Islamabad: Launching a scathing attack on the Supreme Court, Pakistan`s ruling PPP chief Bilawal Bhutto Zardari has asked it to apologise for the "role it played in the judicial murder" of Zulfiqar Ali Bhutto and to ensure there are no "double standards" in the contempt case against Premier Yousuf Raza Gilani.

23-year-old Bilawal, the nominal Chairman of PPP, made the remarks during a strongly-worded speech he delivered at an event at the Bhutto family`s stronghold of Naudero in Sindh province late last night to mark the death anniversary of former President Zulfiqar Ali Bhutto. He said the time had come for the PPP to "finally get the justice we deserve in the eyes of history."

Referring to a case filed by the PPP seeking a review of the death sentence given to the late President, he said: "I am confident the Supreme Court will not stand in the way… I expect the Supreme Court to finally provide us justice…Justice in the eyes of the people, the PPP and Shaheed Bhutto`s family, we expect the Supreme Court to apologise for the role it played in the judicial murder of Shaheed Zulfikar Ali Bhutto."

Bilawal referred to the contempt case initiated by the Supreme Court against Premier Gilani for failing to act on its orders to reopen graft cases against President Asif Ali Zardari, and said he hoped there would "not be double standards" in the handling of such matters by the apex court.

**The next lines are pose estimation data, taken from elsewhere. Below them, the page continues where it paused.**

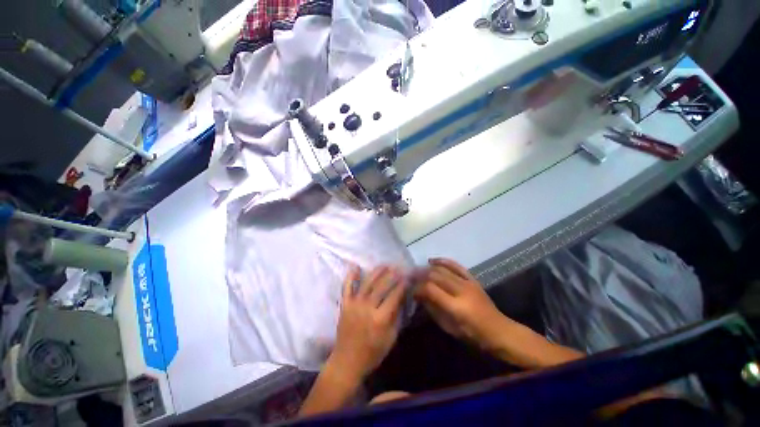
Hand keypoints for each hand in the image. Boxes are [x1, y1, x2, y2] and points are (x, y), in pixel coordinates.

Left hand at [330, 265, 405, 379]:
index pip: (394, 296)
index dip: (402, 285)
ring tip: (384, 265)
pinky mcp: (345, 304)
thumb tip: (401, 298)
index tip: (407, 277)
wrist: (347, 362)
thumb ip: (396, 317)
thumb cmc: (372, 353)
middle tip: (398, 267)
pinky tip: (356, 267)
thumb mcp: (390, 338)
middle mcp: (367, 307)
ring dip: (376, 272)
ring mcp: (354, 304)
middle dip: (392, 275)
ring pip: (367, 283)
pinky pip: (346, 287)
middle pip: (381, 286)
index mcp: (380, 318)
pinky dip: (351, 276)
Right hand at [414, 258, 510, 351]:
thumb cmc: (473, 335)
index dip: (418, 288)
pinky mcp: (472, 278)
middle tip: (411, 279)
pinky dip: (442, 261)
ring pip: (443, 269)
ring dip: (428, 268)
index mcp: (456, 307)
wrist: (499, 330)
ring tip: (418, 271)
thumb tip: (419, 297)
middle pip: (435, 276)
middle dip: (420, 276)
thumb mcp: (449, 328)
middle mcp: (461, 290)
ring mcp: (468, 282)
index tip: (411, 291)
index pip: (430, 289)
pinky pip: (455, 265)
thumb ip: (433, 310)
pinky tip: (432, 261)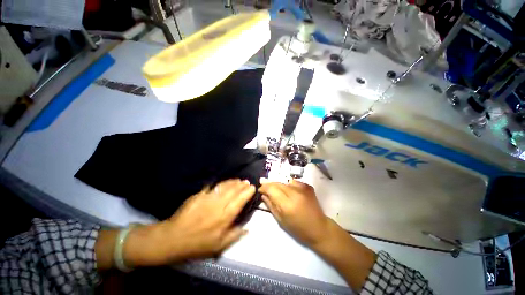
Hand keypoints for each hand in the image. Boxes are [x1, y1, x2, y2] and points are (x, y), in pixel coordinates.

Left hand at [122, 179, 255, 266]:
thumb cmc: (198, 244)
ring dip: (233, 182)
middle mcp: (219, 205)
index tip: (252, 187)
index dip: (247, 193)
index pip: (240, 201)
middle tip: (246, 181)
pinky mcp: (199, 195)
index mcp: (225, 217)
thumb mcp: (219, 246)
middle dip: (242, 185)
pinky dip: (220, 183)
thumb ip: (235, 235)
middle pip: (233, 191)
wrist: (174, 238)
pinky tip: (223, 182)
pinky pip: (212, 186)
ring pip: (224, 186)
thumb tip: (248, 228)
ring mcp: (208, 198)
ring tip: (238, 180)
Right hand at [258, 179, 329, 247]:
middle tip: (265, 188)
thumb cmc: (298, 229)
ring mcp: (303, 188)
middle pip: (278, 183)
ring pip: (284, 182)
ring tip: (277, 191)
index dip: (264, 187)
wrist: (319, 228)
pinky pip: (293, 182)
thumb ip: (271, 205)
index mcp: (287, 204)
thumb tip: (263, 195)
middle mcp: (295, 193)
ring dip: (278, 185)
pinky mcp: (308, 186)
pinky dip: (288, 185)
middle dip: (269, 185)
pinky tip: (288, 192)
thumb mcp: (281, 220)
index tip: (260, 189)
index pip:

He backed the Premier`s decision not to approach Swiss authorities to revive cases of alleged money laundering against Zardari on the grounds that it would violate the constitutional immunity enjoyed by the President. "Mr Prime Minister you will not violate Vienna Convention, you will not violate the Constitution of Pakistan, you will not desecrate the graves of our martyrs. You may lose your office. You may lose your government but you must do what is right. There is not only the Supreme Court, there is also the court of the people and the court of history," Bilawal said in his speech in English.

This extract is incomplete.